Black Arts: The $800 Million Family Selling Art Degrees and False Hopes
Behind the shiny façade at Academy of Art University in San Francisco is a less than lustrous business: luring starry-eyed art students into taking on massive amounts of debt based on the “revolutionary principle” that anyone can make a career as a professional artist. No observable talent is required to gain admission: the school will accept anyone who has a high school diploma and is willing to pay the $22,000 annual tuition (excluding room and board), no art portfolio required. (Read more from Forbes.)
Authors, Keep Your Copyrights. You Earned Them
Most trade publishers do not ask for an outright assignment of all exclusive rights under copyright; their contracts usually call for copyright to be in the author’s name. But it’s another story in the world of university presses. Most scholarly publishers routinely present their authors with the single most draconian, unfair clause we routinely encounter—taking all the exclusive rights to an author’s work as if the press itself authored the work. (Read more from the Authors Guild.)
How to Spot a Fake: Art Forgery’s Secrets Revealed
Can you tell if someone’s lying? There are scientifically proven traits that most people exhibit when they’re cooking up a lie. Sweaty palms. Dry throat. Tight collar. Fidgety movements. But can you tell if an object is lying? You sure can. Studying how forgers have successfully pulled the wool over our eyes offers some revealing clues as to how to avoid being fooled in the future. (Read more from Salon.)
Open Letter on Precariat Fees
A large and growing portion of the academy is unemployed or underemployed, and we all must consider how we can address the situation. We are writing to ask that you move to a graduated pay scale to provide steeply discounted rates for graduate students, unemployed, and non-tenure-track faculty for both membership in your organization and attendance at conferences that you sponsor. (Read more from Material Collective.)
Soaring Art Market Attracts a New Breed of Advisers for Collectors
For decades, art advisers were a small club of professionals who personally helped build collections for clients, using their scholarship and connoisseurship. Their role was to consult and offer expertise, rarely to make deals. But the rapidly changing art market—characterized by soaring prices, high fees, and a host of wealthy new buyers—has prompted scores of new players to jump into the pool, from young art-world arrivistes to former auction-house executives with an abundance of expertise and connections. (Read more from the New York Times.)
Inertia vs. Freedom in Faculty Life
It happens like clockwork each semester. Two weeks after a course begins, I brace myself for a wave of student complaints about the daily workload of questions, reading quizzes, and recurring tasks. I never cave to their demands, for I know just as surely that the flood of protests will begin to wither and, by the fourth week of the term, will have disappeared entirely. (Read more from the Chronicle of Higher Education.)

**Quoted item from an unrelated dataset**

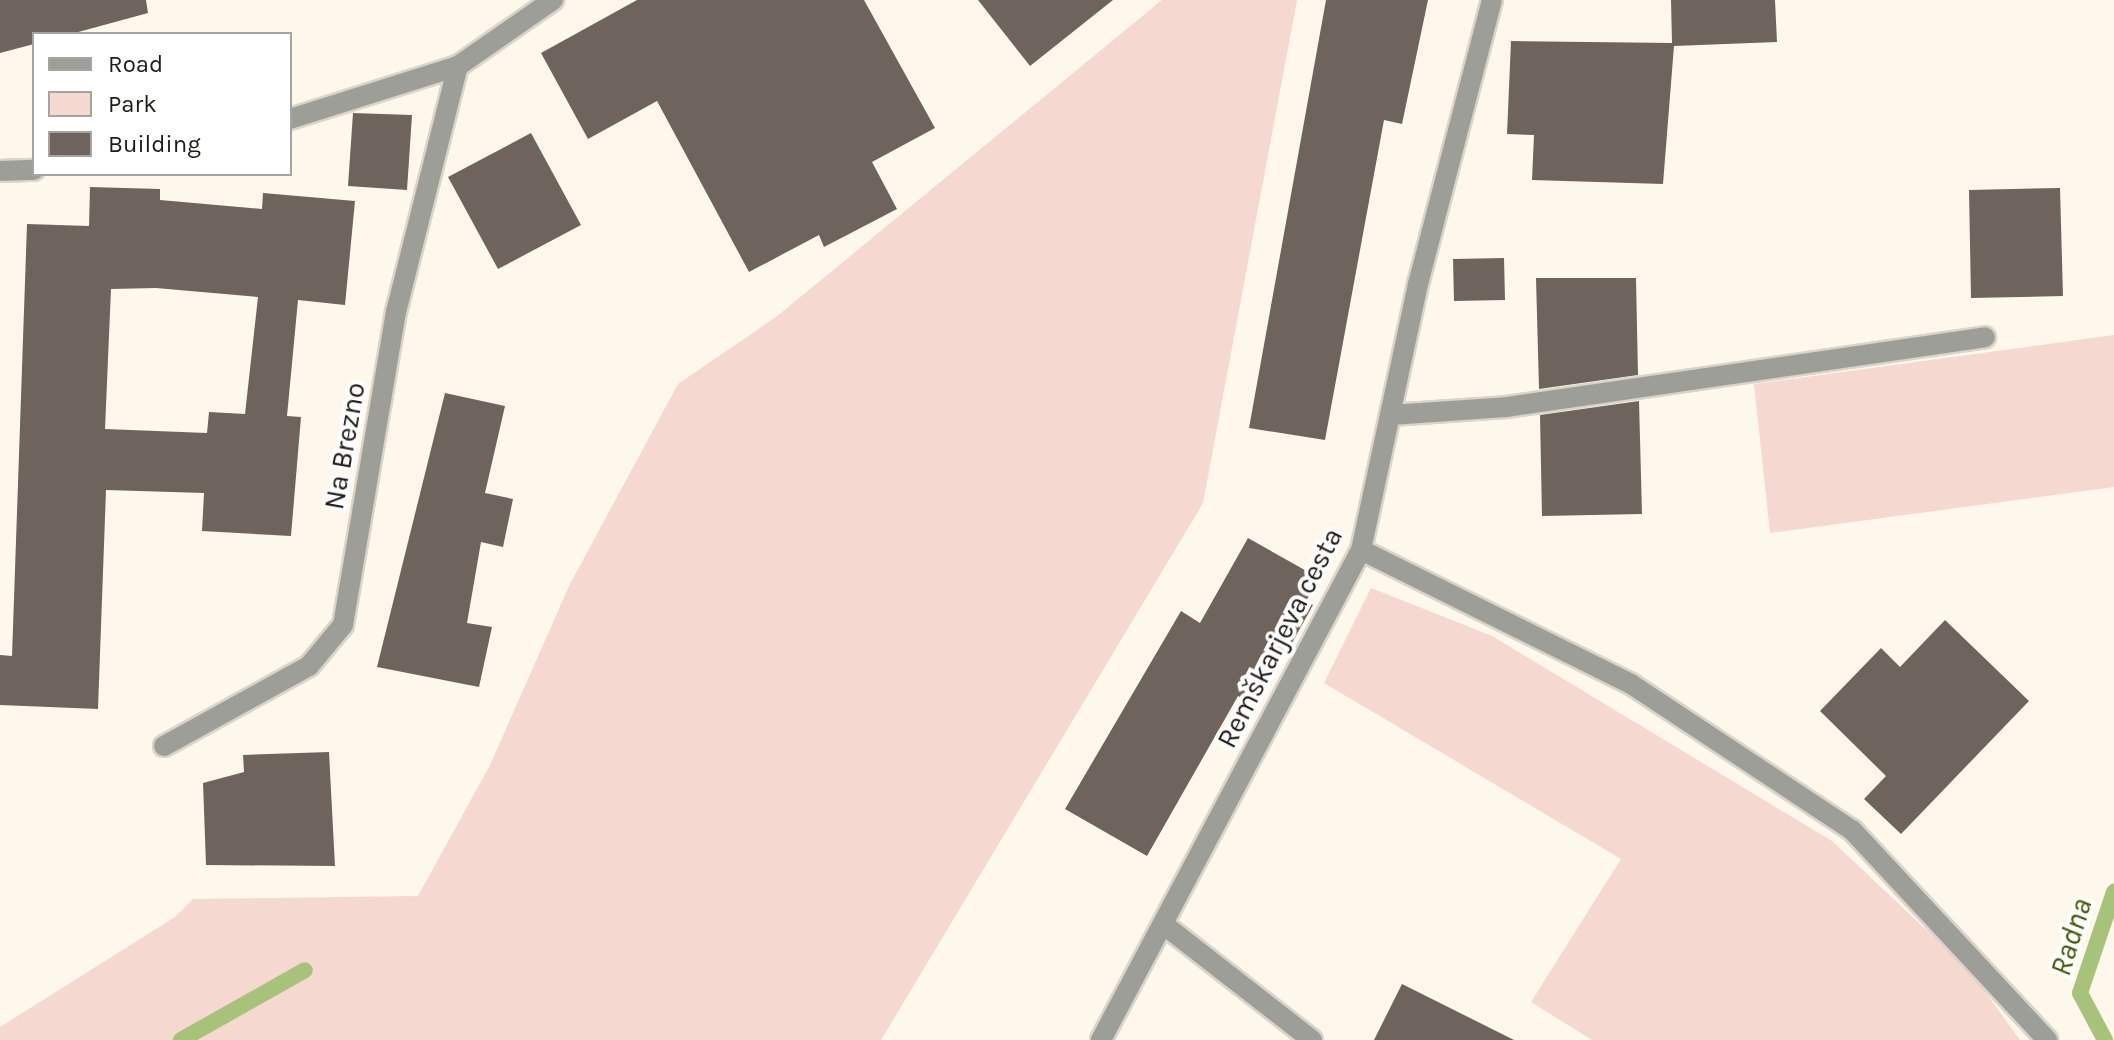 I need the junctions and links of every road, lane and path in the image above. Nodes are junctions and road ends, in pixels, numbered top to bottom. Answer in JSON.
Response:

New Study Argues Mellon Program Has No Effect on Minority PhD Degrees
The Mellon Mays Undergraduate Fellowship program—an initiative of the Andrew W. Mellon Foundation that works to boost the diversity of faculty at US colleges and universities—has “no significant effect” on PhD completion rates, according to a study by the Cornell Higher Education Research Institute, published this month by the National Bureau of Economic Research. (Read more from Philanthropy News Digest.)
Italy’s Museums Honor Archaeologist Murdered by ISIL
Flags were flying at half-mast outside all museums and cultural institutions in Italy last week, and the archaeological museum of Milan, housed in a former Benedictine monastery, will change its name to commemorate Khaled Al-Asaad, the Syrian archaeologist murdered at Palmyra by ISIL on August 18. (Read more from the Art Newspaper.)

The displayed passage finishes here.